== What you will do ==
With the string "paint" as the filter, copy each matching line from the records.

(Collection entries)
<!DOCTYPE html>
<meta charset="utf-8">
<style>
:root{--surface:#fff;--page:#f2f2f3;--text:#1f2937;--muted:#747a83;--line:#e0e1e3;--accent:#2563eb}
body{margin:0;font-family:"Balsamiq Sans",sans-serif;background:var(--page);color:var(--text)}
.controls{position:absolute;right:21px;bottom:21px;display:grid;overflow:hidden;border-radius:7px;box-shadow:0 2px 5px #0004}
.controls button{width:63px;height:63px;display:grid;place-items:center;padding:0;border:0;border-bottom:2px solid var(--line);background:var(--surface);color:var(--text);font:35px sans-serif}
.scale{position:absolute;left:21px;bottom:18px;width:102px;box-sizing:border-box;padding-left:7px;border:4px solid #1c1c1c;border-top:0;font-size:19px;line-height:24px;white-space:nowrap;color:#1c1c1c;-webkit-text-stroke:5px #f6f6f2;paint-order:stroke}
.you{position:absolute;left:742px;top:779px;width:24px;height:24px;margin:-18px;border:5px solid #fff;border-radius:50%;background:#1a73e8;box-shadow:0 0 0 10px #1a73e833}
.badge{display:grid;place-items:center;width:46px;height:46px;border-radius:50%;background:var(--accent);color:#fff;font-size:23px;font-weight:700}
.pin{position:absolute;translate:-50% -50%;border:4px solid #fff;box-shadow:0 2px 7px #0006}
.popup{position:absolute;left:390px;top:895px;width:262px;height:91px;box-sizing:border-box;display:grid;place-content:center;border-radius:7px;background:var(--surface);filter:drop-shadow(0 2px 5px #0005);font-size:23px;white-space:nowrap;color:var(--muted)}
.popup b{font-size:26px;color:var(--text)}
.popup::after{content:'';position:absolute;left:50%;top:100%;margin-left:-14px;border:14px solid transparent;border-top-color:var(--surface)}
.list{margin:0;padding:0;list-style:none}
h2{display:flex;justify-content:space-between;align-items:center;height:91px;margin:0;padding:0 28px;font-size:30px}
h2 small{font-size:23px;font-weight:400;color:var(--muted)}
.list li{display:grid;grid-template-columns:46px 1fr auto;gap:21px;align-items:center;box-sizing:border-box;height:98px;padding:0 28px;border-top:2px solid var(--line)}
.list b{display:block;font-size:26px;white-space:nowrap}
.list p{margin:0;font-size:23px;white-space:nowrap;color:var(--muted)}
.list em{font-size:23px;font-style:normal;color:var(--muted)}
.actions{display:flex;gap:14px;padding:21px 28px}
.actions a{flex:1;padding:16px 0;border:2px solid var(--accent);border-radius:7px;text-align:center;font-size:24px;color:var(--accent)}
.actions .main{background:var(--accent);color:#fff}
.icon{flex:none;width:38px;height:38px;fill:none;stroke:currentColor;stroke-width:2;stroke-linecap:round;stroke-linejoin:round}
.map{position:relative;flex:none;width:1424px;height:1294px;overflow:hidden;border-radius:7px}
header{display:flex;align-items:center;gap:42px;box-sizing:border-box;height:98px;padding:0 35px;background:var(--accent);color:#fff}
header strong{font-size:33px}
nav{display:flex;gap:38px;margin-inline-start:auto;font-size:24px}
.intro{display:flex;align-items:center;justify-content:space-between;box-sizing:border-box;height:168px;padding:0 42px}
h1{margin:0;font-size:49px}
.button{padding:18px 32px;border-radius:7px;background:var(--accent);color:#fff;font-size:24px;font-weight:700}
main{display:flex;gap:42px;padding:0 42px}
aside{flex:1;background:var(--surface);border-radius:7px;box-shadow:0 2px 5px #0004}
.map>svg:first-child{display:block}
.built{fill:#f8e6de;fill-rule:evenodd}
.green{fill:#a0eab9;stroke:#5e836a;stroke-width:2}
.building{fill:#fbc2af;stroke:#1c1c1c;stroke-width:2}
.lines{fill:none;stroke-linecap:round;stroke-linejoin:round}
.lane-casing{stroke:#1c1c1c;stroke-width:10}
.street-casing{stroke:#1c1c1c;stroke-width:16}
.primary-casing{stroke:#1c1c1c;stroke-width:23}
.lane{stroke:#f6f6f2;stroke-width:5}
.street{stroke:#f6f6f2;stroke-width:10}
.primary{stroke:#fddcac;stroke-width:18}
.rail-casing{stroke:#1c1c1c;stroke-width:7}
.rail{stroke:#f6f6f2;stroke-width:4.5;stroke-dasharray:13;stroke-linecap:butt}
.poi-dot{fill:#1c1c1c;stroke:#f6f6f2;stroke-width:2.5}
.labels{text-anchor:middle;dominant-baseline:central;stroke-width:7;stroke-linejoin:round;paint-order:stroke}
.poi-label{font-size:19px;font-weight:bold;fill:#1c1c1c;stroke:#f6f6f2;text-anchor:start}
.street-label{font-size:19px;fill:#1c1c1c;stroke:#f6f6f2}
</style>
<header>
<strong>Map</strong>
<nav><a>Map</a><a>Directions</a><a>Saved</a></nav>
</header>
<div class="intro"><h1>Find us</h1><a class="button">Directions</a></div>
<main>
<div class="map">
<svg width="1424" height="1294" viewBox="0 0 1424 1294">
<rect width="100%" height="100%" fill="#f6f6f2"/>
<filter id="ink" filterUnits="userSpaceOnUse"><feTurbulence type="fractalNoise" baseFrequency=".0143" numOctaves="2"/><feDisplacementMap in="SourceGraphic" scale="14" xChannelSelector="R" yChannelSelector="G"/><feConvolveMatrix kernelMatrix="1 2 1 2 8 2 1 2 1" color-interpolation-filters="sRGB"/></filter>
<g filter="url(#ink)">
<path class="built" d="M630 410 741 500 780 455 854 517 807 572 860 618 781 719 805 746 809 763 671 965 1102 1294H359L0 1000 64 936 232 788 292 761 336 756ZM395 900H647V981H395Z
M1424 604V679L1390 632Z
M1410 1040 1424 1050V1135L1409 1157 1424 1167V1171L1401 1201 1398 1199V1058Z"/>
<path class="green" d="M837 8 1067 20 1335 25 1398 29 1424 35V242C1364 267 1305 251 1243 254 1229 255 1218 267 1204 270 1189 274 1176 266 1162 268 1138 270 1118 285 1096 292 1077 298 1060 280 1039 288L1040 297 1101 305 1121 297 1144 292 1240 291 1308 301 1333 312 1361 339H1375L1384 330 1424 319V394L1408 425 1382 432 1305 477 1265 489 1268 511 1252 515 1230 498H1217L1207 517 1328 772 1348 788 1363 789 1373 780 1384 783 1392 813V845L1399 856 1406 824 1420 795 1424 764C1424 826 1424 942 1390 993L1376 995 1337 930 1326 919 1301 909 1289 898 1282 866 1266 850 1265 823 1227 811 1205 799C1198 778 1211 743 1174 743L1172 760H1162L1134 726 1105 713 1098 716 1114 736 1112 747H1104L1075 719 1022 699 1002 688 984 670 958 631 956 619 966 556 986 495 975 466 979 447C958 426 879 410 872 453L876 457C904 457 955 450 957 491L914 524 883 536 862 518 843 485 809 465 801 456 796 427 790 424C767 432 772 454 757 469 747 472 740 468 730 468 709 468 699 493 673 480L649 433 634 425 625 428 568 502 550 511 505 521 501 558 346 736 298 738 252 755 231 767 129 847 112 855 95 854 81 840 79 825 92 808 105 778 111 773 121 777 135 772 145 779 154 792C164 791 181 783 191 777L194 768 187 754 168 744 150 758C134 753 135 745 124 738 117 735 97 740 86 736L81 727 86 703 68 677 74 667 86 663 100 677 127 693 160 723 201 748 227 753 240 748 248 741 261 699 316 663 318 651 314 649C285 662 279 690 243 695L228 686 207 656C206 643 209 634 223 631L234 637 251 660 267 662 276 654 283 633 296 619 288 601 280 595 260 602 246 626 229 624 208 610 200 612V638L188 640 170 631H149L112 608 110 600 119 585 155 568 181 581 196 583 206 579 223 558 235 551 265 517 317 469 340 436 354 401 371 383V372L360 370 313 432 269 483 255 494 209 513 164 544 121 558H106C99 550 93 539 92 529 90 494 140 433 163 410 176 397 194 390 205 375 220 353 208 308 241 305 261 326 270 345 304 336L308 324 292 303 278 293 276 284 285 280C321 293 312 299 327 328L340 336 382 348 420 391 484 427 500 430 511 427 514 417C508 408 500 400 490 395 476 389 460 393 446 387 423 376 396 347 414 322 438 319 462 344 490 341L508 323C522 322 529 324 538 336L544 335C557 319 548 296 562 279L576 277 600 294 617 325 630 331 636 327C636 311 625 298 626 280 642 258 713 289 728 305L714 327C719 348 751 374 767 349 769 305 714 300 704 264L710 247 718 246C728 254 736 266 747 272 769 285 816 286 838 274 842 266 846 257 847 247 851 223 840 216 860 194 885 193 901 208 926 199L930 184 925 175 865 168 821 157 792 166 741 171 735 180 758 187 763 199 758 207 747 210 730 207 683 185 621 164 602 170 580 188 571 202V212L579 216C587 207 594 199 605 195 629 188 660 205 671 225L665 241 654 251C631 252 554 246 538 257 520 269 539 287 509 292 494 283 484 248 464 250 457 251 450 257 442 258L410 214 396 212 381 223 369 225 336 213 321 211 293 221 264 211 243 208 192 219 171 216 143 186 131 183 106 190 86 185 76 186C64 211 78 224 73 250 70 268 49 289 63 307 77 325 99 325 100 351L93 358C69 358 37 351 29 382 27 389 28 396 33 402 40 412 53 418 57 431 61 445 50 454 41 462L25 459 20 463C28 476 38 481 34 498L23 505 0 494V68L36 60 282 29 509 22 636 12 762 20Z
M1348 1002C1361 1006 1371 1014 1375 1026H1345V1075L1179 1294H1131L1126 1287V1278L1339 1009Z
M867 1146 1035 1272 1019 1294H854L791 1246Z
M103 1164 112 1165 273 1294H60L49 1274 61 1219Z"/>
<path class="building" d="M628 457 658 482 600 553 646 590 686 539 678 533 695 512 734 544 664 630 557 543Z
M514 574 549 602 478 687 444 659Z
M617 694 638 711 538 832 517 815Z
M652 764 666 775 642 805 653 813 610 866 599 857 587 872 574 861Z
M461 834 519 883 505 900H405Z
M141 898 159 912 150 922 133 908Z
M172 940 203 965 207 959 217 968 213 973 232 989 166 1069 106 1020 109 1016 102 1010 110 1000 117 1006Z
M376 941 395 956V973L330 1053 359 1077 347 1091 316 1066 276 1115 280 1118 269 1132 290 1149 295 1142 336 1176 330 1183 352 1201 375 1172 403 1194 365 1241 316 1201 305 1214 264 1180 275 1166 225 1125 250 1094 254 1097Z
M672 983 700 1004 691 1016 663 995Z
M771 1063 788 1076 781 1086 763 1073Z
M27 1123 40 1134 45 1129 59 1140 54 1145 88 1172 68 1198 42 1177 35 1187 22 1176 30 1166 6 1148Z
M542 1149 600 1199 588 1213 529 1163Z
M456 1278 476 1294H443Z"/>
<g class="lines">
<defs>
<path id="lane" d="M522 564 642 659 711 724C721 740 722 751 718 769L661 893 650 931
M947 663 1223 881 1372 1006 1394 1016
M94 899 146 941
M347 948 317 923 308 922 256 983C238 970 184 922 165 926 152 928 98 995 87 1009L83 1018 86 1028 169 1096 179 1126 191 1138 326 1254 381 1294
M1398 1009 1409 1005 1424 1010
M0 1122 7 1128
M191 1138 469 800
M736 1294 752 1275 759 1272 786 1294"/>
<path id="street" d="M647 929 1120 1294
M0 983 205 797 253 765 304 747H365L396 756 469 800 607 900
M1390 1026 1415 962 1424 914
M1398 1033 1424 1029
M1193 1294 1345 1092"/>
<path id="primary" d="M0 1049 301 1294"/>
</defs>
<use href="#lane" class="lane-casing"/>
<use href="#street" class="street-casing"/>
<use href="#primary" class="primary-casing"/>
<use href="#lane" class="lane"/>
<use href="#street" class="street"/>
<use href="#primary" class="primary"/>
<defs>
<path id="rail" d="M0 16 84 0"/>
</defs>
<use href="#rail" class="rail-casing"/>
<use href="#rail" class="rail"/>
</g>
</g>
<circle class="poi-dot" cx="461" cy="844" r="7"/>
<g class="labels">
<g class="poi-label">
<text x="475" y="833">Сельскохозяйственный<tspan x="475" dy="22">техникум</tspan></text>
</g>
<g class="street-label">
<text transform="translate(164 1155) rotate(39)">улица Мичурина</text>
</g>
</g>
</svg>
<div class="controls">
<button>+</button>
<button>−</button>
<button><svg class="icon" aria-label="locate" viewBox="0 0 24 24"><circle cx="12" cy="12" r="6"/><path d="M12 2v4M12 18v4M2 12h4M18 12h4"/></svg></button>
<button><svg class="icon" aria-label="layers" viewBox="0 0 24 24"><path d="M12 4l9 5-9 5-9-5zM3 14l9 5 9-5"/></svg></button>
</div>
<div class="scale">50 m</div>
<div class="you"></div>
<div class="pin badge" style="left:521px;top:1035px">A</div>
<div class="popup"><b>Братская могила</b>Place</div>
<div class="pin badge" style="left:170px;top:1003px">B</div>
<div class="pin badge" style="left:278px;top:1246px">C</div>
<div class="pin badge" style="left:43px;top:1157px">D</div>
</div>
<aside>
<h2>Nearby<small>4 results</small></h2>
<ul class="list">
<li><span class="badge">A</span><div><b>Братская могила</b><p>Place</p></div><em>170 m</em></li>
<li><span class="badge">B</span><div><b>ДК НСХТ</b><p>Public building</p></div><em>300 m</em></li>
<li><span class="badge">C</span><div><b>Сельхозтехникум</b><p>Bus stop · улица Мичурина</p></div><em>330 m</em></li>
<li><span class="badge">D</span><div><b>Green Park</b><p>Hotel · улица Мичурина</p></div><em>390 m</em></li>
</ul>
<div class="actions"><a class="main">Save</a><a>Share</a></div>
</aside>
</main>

== Task answer ==
.scale{position:absolute;left:21px;bottom:18px;width:102px;box-sizing:border-box;padding-left:7px;border:4px solid #1c1c1c;border-top:0;font-size:19px;line-height:24px;white-space:nowrap;color:#1c1c1c;-webkit-text-stroke:5px #f6f6f2;paint-order:stroke}
.labels{text-anchor:middle;dominant-baseline:central;stroke-width:7;stroke-linejoin:round;paint-order:stroke}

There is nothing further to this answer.